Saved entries
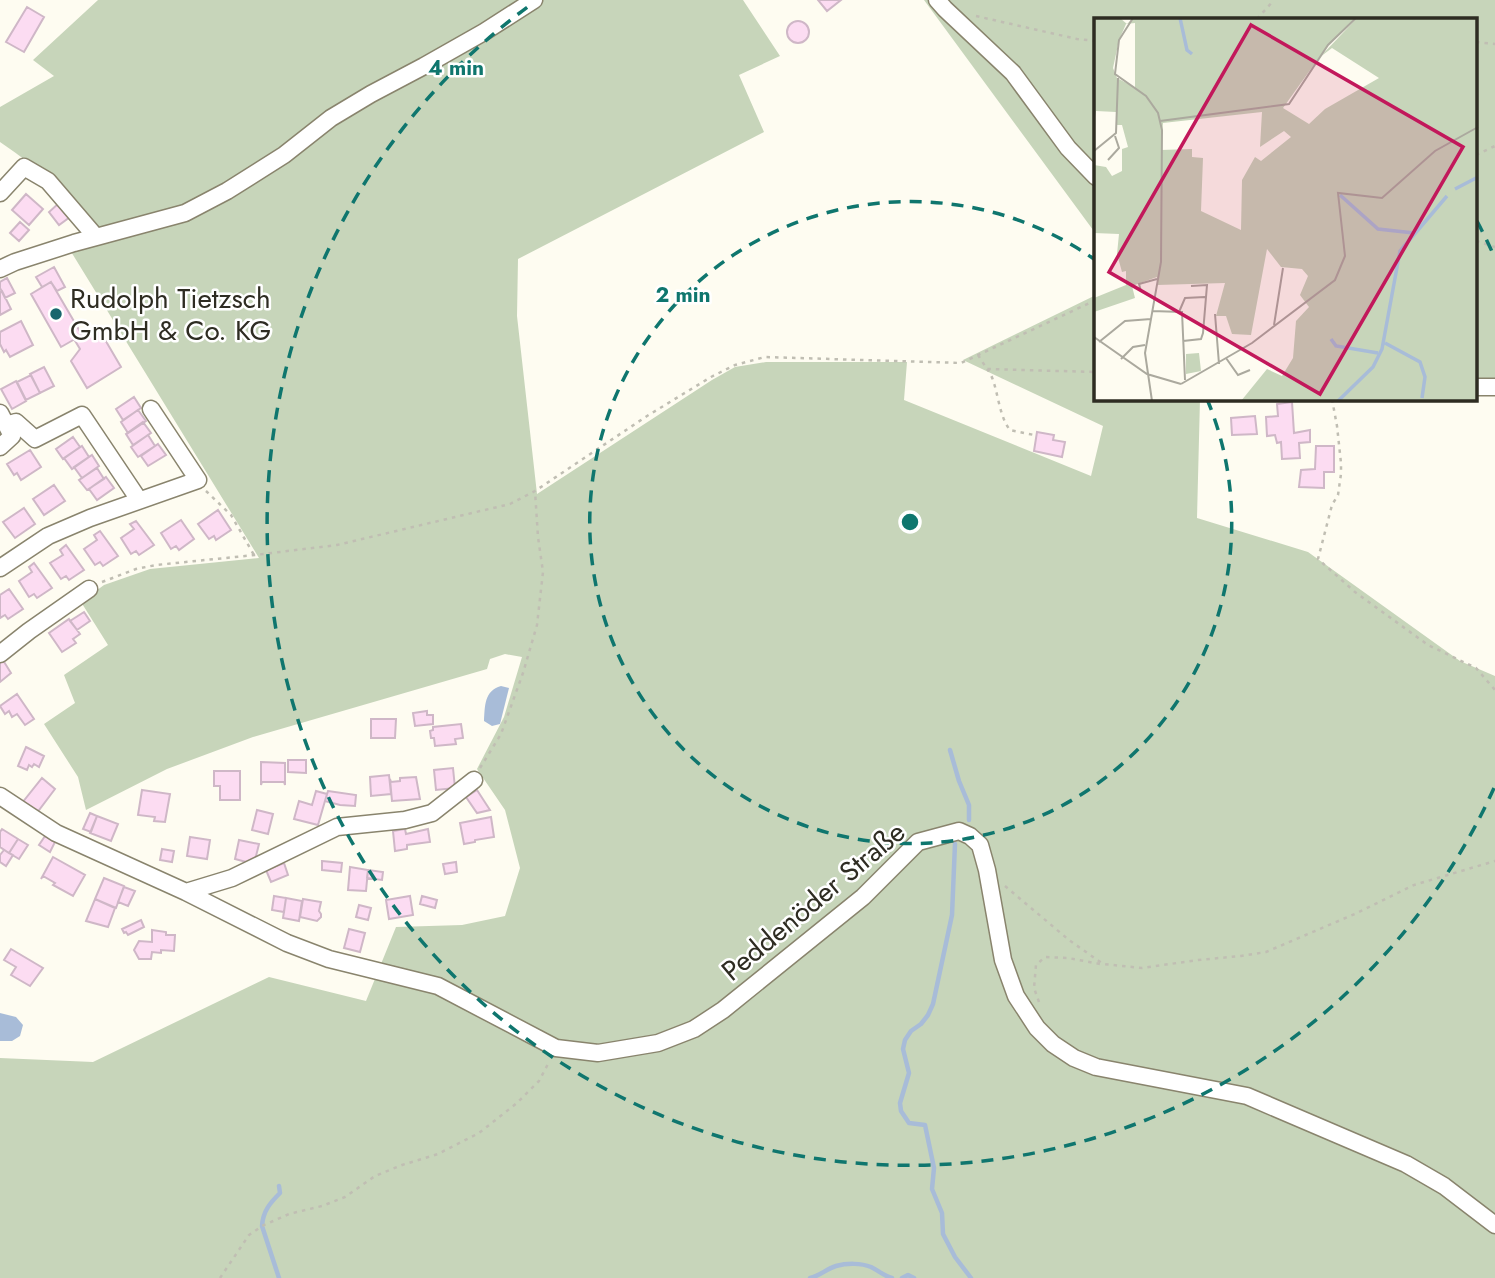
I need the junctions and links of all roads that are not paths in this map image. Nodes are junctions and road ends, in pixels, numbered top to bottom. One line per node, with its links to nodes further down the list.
1 (534, 0): 5 (street)
2 (937, 0): 3 (street)
3 (1094, 175)
4 (0, 193): 5 (street)
5 (96, 237): 6 (street)
6 (0, 269)
7 (151, 409): 10 (street)
8 (3, 419): 9 (street); 10 (street)
9 (0, 447)
10 (139, 500): 11 (street)
11 (0, 568)
12 (89, 589): 13 (street)
13 (0, 654)
14 (474, 780): 16 (street)
15 (0, 796): 16 (street, Peddenöder Straße)
16 (186, 892): 17 (street, Peddenöder Straße)
17 (1495, 1225)

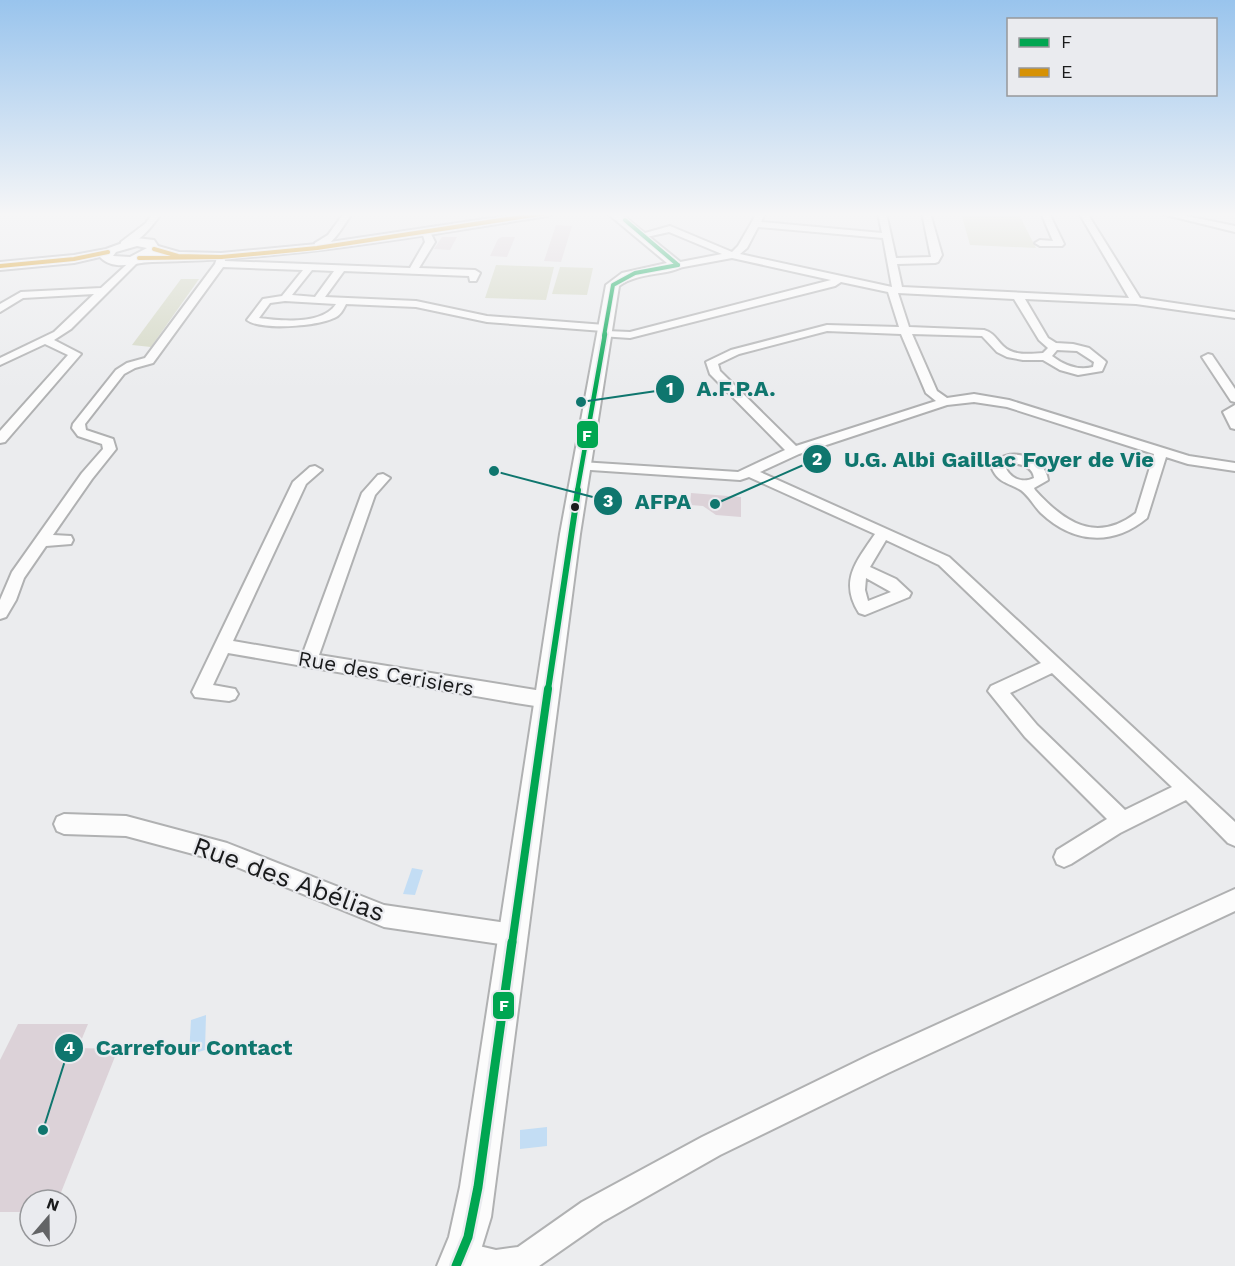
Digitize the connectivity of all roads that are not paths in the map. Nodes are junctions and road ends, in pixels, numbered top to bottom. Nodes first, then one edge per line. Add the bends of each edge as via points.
1 (109, 272) edge
2 (212, 272) edge
3 (306, 272) edge
4 (338, 272) edge
5 (447, 272) edge
6 (648, 272) edge
7 (811, 272) edge
8 (893, 272) edge
9 (1119, 272) edge
10 (839, 278) junction
11 (473, 279) dead end
12 (895, 290) junction
13 (101, 291) junction
14 (1018, 296) junction
15 (285, 298) junction
16 (318, 300) junction
17 (343, 301) junction
18 (1136, 301) junction
19 (0, 309) edge
20 (1235, 315) edge
21 (905, 330) junction
22 (605, 331) junction
23 (45, 340) junction
24 (1208, 357) dead end
25 (0, 362) edge
26 (1235, 398) edge
27 (945, 402) junction
28 (1235, 409) edge
29 (1235, 425) edge
30 (0, 439) edge
31 (794, 451) junction
32 (1161, 452) junction
33 (581, 466) junction
34 (1235, 467) edge
35 (315, 470) dead end
36 (748, 472) junction
37 (382, 478) dead end
38 (1024, 485) dead end
39 (884, 532) junction
40 (66, 540) dead end
41 (42, 541) junction
42 (862, 570) dead end
43 (0, 613) edge
44 (224, 646) junction
45 (309, 659) junction
46 (1053, 665) junction
47 (230, 694) dead end
48 (548, 700) junction
49 (1188, 789) junction
50 (1123, 821) junction
51 (64, 824) dead end
52 (1235, 836) edge
53 (1064, 857) dead end
54 (1235, 900) edge
55 (514, 935) junction
56 (459, 1261) edge
57 (518, 1264) edge

1 - 13 street
2 - 41 street via 149,361 120,372 79,424 82,433 108,442 110,449
3 - 15 street
4 - 16 street
5 - 11 street via 476,273
6 - 22 street via 619,279 613,285
7 - 10 street
8 - 12 street
9 - 18 street
10 - 12 street
10 - 22 street via 832,284 630,334
12 - 14 street
12 - 21 street
13 - 19 street via 21,295
13 - 23 street via 67,327
14 - 18 street
14 - 21 street via 1050,351 1024,356 999,349 993,337 984,333
15 - 16 street
15 - 17 street via 267,301 252,320 293,322 329,316
16 - 17 street
17 - 22 street via 416,304 487,319
18 - 20 street
21 - 27 street via 932,393
21 - 31 street via 827,328 718,357 712,362 714,372
22 - 33 street
23 - 25 street
23 - 30 street via 75,354
24 - 26 street
27 - 31 street
27 - 32 street via 974,398 1009,404
28 - 29 street via 1229,412
31 - 36 street
32 - 34 street
32 - 38 street via 1142,515 1100,534 1074,529 1042,505
33 - 36 street via 740,476
33 - 48 street
35 - 44 street via 300,482
36 - 39 street
37 - 45 street via 369,493
39 - 42 street
39 - 46 street via 944,561
40 - 41 street
41 - 43 street via 17,576
44 - 45 street, Rue des Cerisiers
44 - 47 street via 201,692
45 - 48 street, Rue des Cerisiers
46 - 49 street
46 - 50 street via 997,691 1031,731
48 - 55 street
49 - 50 street
49 - 52 street
50 - 53 street
51 - 55 street, Rue des Abélias via 126,826 227,853 384,916
54 - 57 street via 711,1146 592,1212
55 - 56 street via 478,1187
56 - 57 street

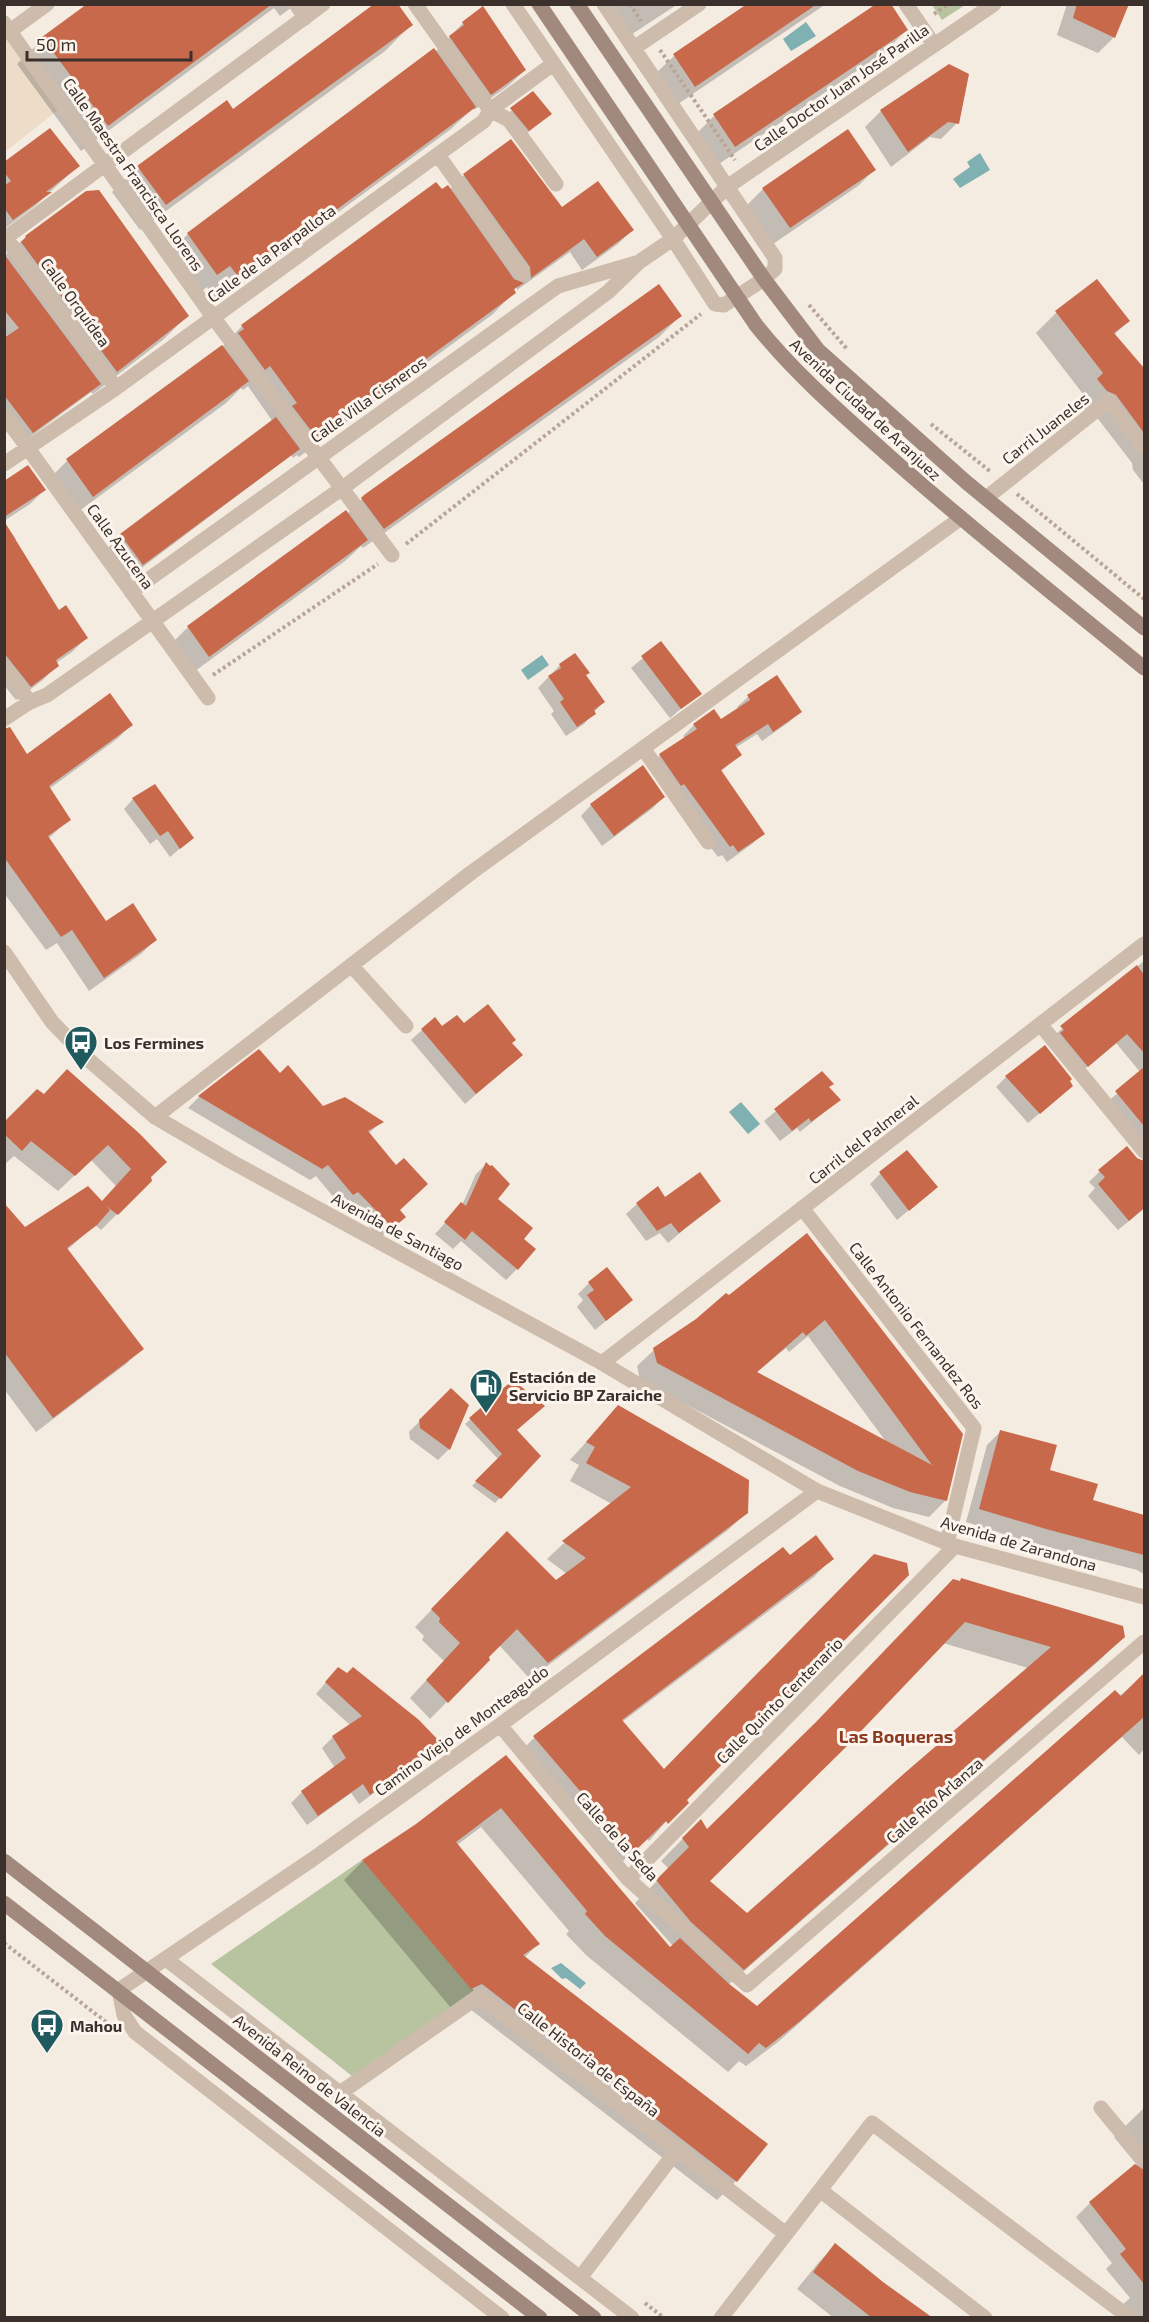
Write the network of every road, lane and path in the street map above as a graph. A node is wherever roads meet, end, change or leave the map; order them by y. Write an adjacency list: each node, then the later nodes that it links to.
1 (47, 4): 13 (street)
2 (296, 4): 12 (street)
3 (323, 4): 12 (street)
4 (415, 4): 17 (street)
5 (513, 4): 16 (street)
6 (539, 4): 23 (main road, Avenida Ciudad de Aranjuez)
7 (577, 4): 22 (main road, Avenida Ciudad de Aranjuez)
8 (604, 4): 15 (street)
9 (699, 4): 15 (street)
10 (906, 4): 14 (street)
11 (994, 4): 14 (street, Calle Doctor Juan José Parilla)
12 (305, 18): 19 (street)
13 (7, 27): 19 (street, Calle Maestra Francisca Llorens)
14 (934, 45): 21 (street, Calle Doctor Juan José Parilla)
15 (634, 48): 21 (street)
16 (553, 64): 17 (street, Calle de la Parpallota); 25 (street)
17 (490, 111): 18 (street, Calle de la Parpallota); 20 (street)
18 (438, 155): 27 (street); 32 (street, Calle de la Parpallota)
19 (105, 164): 24 (street); 32 (street, Calle Maestra Francisca Llorens)
20 (556, 184)
21 (727, 187): 22 (street, Calle Doctor Juan José Parilla); 28 (street)
22 (711, 202): 23 (street, Calle Villa Cisneros); 28 (main road, Avenida Ciudad de Aranjuez)
23 (688, 225): 25 (street, Calle Villa Cisneros); 29 (main road, Avenida Ciudad de Aranjuez)
24 (5, 237): 34 (street, Calle Orquídea)
25 (673, 239): 26 (street, Calle Villa Cisneros); 31 (street)
26 (639, 262): 39 (street, Calle Villa Cisneros); 42 (street, Calle Villa Cisneros)
27 (522, 273)
28 (764, 279): 29 (street); 43 (main road, Avenida Ciudad de Aranjuez)
29 (739, 297): 31 (street); 44 (main road, Avenida Ciudad de Aranjuez)
30 (804, 298): 33 (path)
31 (715, 304): 45 (path)
32 (213, 317): 34 (street, Calle de la Parpallota); 39 (street, Calle Maestra Francisca Llorens)
33 (849, 351)
34 (116, 388): 38 (street, Calle de la Parpallota)
35 (4, 416): 38 (street, Calle Azucena)
36 (929, 422): 41 (path)
37 (1144, 448): 41 (street, Carril Juaneles)
38 (28, 449): 40 (street, Calle de la Parpallota); 46 (street, Calle Azucena)
39 (318, 457): 42 (street, Calle Maestra Francisca Llorens); 46 (street, Calle Villa Cisneros)
40 (4, 464)
41 (1004, 483): 43 (street, Carril Juaneles); 47 (path)
42 (341, 489): 45 (street, Calle Maestra Francisca Llorens); 48 (street, Calle Villa Cisneros)
43 (986, 498): 49 (main road, Avenida Ciudad de Aranjuez)
44 (961, 518): 51 (main road, Avenida Ciudad de Aranjuez); 56 (street)
45 (392, 555): 52 (path)
46 (131, 592): 48 (street, Calle Azucena)
47 (1144, 599)
48 (152, 621): 52 (street, Calle Azucena); 54 (street, Calle Villa Cisneros)
49 (1144, 628)
50 (4, 668): 54 (street)
51 (1144, 668)
52 (198, 685): 53 (street, Calle Azucena)
53 (208, 698)
54 (30, 702): 55 (street, Calle Villa Cisneros)
55 (4, 719)
56 (643, 748): 57 (street); 60 (street)
57 (708, 842)
58 (4, 951): 63 (street, Avenida de Santiago)
59 (1142, 951): 61 (street, Carril del Palmeral)
60 (351, 965): 62 (street); 63 (street)
61 (1040, 1024): 64 (street); 65 (street, Carril del Palmeral)
62 (406, 1026)
63 (155, 1117): 66 (street, Avenida de Santiago)
64 (1144, 1151)
65 (802, 1208): 66 (street, Carril del Palmeral); 68 (street, Calle Antonio Fernandez Ros)
66 (603, 1363): 67 (street, Avenida de Santiago)
67 (818, 1491): 68 (street, Avenida de Zarandona); 71 (street, Camino Viejo de Monteagudo)
68 (951, 1545): 69 (street, Avenida de Zarandona); 73 (street, Calle Quinto Centenario)
69 (1144, 1598)
70 (1144, 1642): 78 (street, Calle Río Arlanza)
71 (500, 1725): 73 (street, Calle de la Seda); 76 (street, Camino Viejo de Monteagudo)
72 (4, 1861): 77 (main road, Avenida Reino de Valencia)
73 (628, 1879): 78 (street, Calle de la Seda)
74 (4, 1903): 79 (main road)
75 (4, 1943): 80 (path)
76 (166, 1959): 77 (street, Camino Viejo de Monteagudo); 81 (street)
77 (148, 1971): 79 (street, Camino Viejo de Monteagudo); 90 (main road, Avenida Reino de Valencia)
78 (747, 1985)
79 (119, 1990): 88 (street); 89 (main road)
80 (111, 2025)
81 (340, 2093): 83 (street, Calle Historia de España); 87 (street)
82 (1101, 2108): 84 (street)
83 (677, 2150): 86 (street, Calle Historia de España); 87 (street)
84 (1144, 2160)
85 (820, 2190): 86 (street); 93 (street); 94 (street)
86 (786, 2234): 92 (street)
87 (580, 2278): 91 (street)
88 (502, 2318)
89 (540, 2318)
90 (594, 2318)
91 (632, 2318)
92 (720, 2318)
93 (985, 2318)
94 (1130, 2318)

* _WHAT YOU HAVE TO DO_: Show the lines of the entries that include the string "España", copying each in full.

* _ANSWER_:
81 (340, 2093): 83 (street, Calle Historia de España); 87 (street)
83 (677, 2150): 86 (street, Calle Historia de España); 87 (street)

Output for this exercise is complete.